Unlike the bright, somewhat poppy “Ethereal,” the album’s second track moves in a darker direction.  Organ, staccato guitar chords, and a pulsing bass line are joined by interspaced piano chords and a somewhat heavier tone.  Smit’s vocals have a slightly huskier tinge to them matching the heavier sound. 

Two Of A Kind

“Two of a Kind” is a sweet power pop ballad, complete with strummed acoustic guitar and a memorable synth line opening things up.  It’s easy, breezy, and the kind of song that might have gotten summertime airplay in the early to mid 1970’s.  Dealing with affairs of the heart rather than some fantasy storyline, it’s the kind of song that Greg Lake would have written and released on one of his solo albums.
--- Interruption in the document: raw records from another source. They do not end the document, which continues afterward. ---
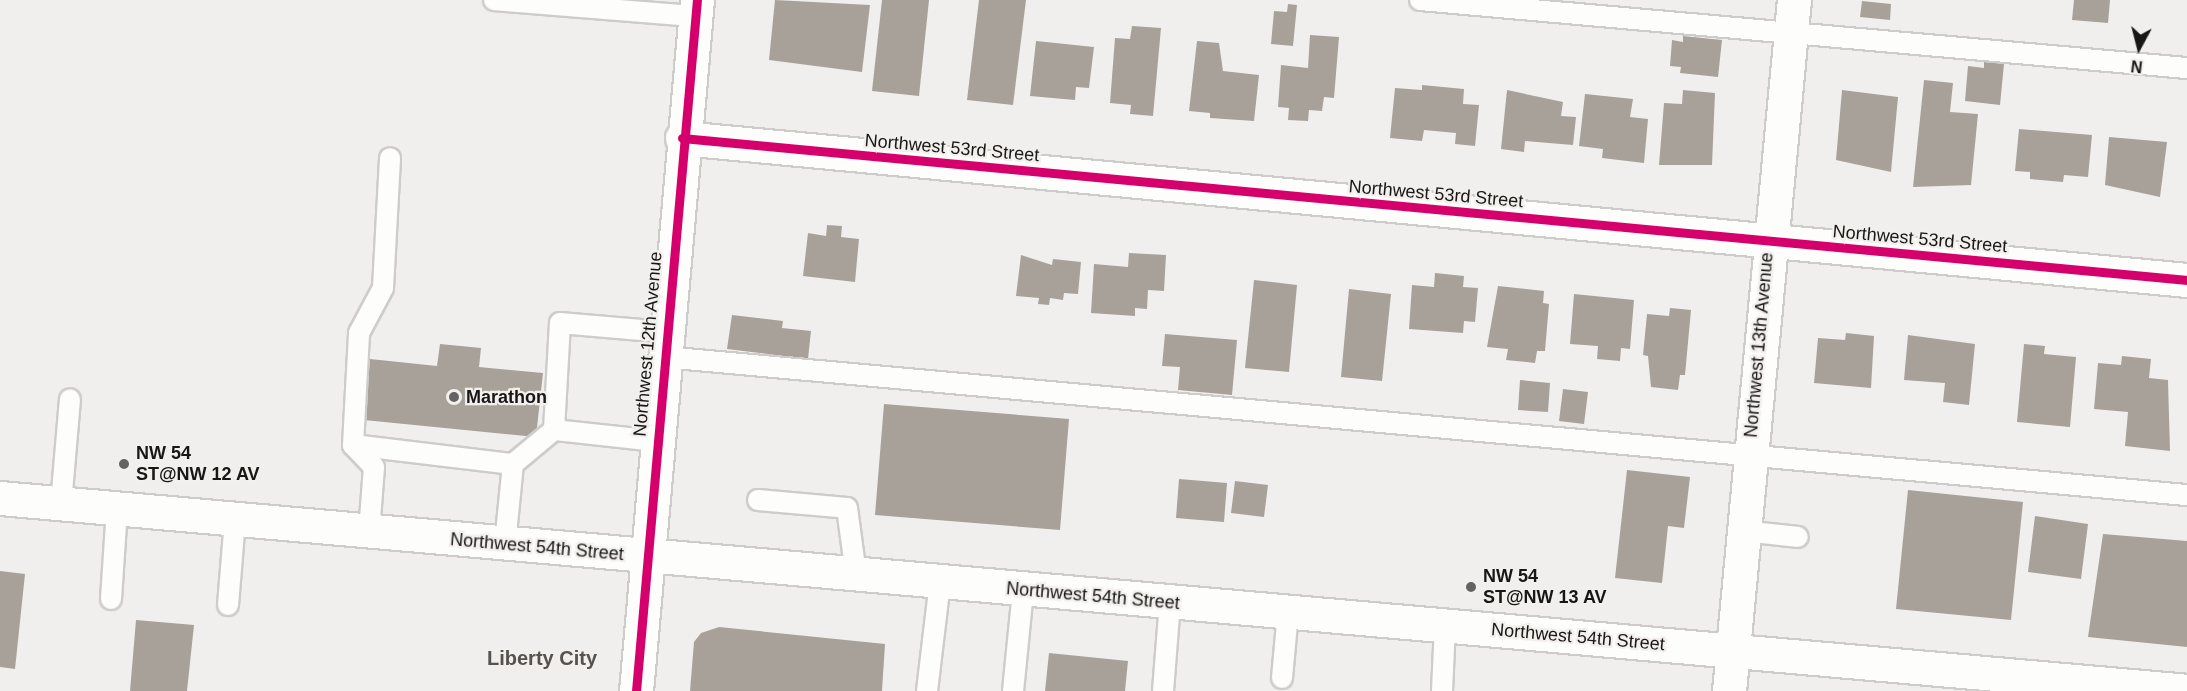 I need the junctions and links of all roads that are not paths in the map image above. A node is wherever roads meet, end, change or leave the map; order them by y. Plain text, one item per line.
1 (494, 0) edge
2 (1420, 0) edge
3 (1794, 0) edge
4 (696, 8) edge
5 (1790, 34) junction
6 (2187, 68) edge
7 (682, 138) junction
8 (390, 158) dead end
9 (1768, 242) junction
10 (2187, 280) edge
11 (664, 344) junction
12 (70, 399) dead end
13 (554, 430) junction
14 (656, 441) junction
15 (353, 445) junction
16 (1750, 455) junction
17 (513, 464) junction
18 (2187, 495) edge
19 (0, 498) edge
20 (758, 500) dead end
21 (62, 504) junction
22 (117, 508) junction
23 (235, 520) junction
24 (1743, 531) junction
25 (369, 532) junction
26 (1798, 537) dead end
27 (505, 544) junction
28 (646, 557) junction
29 (856, 575) junction
30 (940, 582) junction
31 (1023, 590) junction
32 (111, 598) dead end
33 (1170, 603) junction
34 (228, 605) dead end
35 (1288, 612) junction
36 (1445, 626) junction
37 (1732, 651) junction
38 (1282, 678) dead end
39 (636, 691) edge
40 (927, 691) edge
41 (1013, 691) edge
42 (1163, 691) edge
43 (1442, 691) edge
44 (1729, 691) edge
45 (2187, 691) edge

1 - 4 lane
2 - 5 lane
3 - 5 main road, Northwest 13th Avenue
4 - 7 main road, Northwest 12th Avenue
5 - 6 lane
5 - 9 main road, Northwest 13th Avenue
7 - 9 main road, Northwest 53rd Street
7 - 11 main road, Northwest 12th Avenue
8 - 15 lane
9 - 10 main road, Northwest 53rd Street
9 - 16 main road, Northwest 13th Avenue
11 - 13 lane
11 - 14 main road, Northwest 12th Avenue
11 - 16 lane
12 - 21 lane
13 - 14 lane
13 - 17 lane
14 - 28 main road, Northwest 12th Avenue
15 - 17 lane
15 - 25 lane
16 - 18 lane
16 - 24 main road, Northwest 13th Avenue
17 - 27 lane
19 - 21 main road, Northwest 54th Street
20 - 29 lane
21 - 22 main road, Northwest 54th Street
22 - 23 main road, Northwest 54th Street
22 - 32 lane
23 - 25 main road, Northwest 54th Street
23 - 34 lane
24 - 26 lane
24 - 37 main road, Northwest 13th Avenue
25 - 27 main road, Northwest 54th Street
27 - 28 main road, Northwest 54th Street
28 - 29 main road, Northwest 54th Street
28 - 39 main road, Northwest 12th Avenue
29 - 30 main road, Northwest 54th Street
30 - 31 main road, Northwest 54th Street
30 - 40 lane
31 - 33 main road, Northwest 54th Street
31 - 41 lane
33 - 35 main road, Northwest 54th Street
33 - 42 lane
35 - 36 main road, Northwest 54th Street
35 - 38 lane
36 - 37 main road, Northwest 54th Street
36 - 43 lane
37 - 44 main road, Northwest 13th Avenue
37 - 45 main road, Northwest 54th Street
Gerben Klazinga’s selection of synth and keyboard sounds is to be commended.


A song with a title like “Momentum” has to live up to that title, and it seems like such will be the case right out of the box, with an insistent beat, incredibly present bass (courtesy of Gijs Koopman) pushing things along, and some singing guitar work courtesy of Mark Vermeule.  At 2:50, the song is at once entirely too brief yet perhaps just the right size for a pleasing instrumental track to change things up and reignite the senses.


Knight Area tossed in a second instrumental track, just in case people weren’t impressed with the intensity of “Momentum.”  “Awakening” also seems to fit the title musically, as this is a quiet, almost ethereal piece based around piano and keyboard textures.  It’s a pretty radical switch up after the intensity that it follows, but as examples showing the breadth of what this band can do, you can’t ask for much more than “Momentum” and “Awakening.”  It’d be interesting to see this band put out even an EP of instrumental tracks…I think it’d go over like a storm.

Dark Souls

“Dark Souls” moves back toward a style the band showcased on the second track on this release.  Opening with a winding, almost labyrinthine synthesizer line, “Dark Souls” is a heavier, faster piece of symphonic prog that shows the group followers of their own muse, rather than simply aping the styles du jour.  I again want to single out Gerben Klazinga on keyboards, as he seems to pick just the right tones and colours to match what the song needs. 

Realm Of Shadows

“Realm of Shadows,” the album’s title track, opens peacefully, with longing vocals and some careful, almost precious piano playing.  Throughout this review, I keep coming back to arena rock as a touchpoint, and if I were to keep up these allusions when discussing this song, I’d say that this is the kind of song that would lead to audiences swaying in time, lighters held aloft.  Not anthemic like “Two Of A Kind”, this is a more dramatic piece that offers bursts of pomp alongside the plaintive, emotional restraint.

A Million Lives

In some ways, “A Million Lives” is the most memorable track on Realm of Shadows.  It certainly has the more insistent, stuck in the brain hooks.  Mark Smit’s vocals and delivery match the immediacy of the vocal sections.  Knight Area works well within the confines of a fairly straight ahead arena-esque rocker.  This is a real fist pumper of a track.

 Lest one be afraid that a prog album, especially a symphonic prog album, would be issued sans epic, Knight Area ensured the propagation of the cliché with “Occlusion,” at 11:13 easily the longest track on the release.  Epics often seem to have the feel of being the “everything and the kitchen sink…and maybe some stuff from the next room too” track for prog bands.  Their length seems to invite bands to toss in as much disparate material as possible in hopes that some of it will stick.  Thankfully, “Occlusion” tends to stay away from this formula, offering a more tightly composed piece of progressive rock that takes its direction from shifts in tone (light/heavy, bright/dark).  It’s a gradually building piece of music, well composed and well played.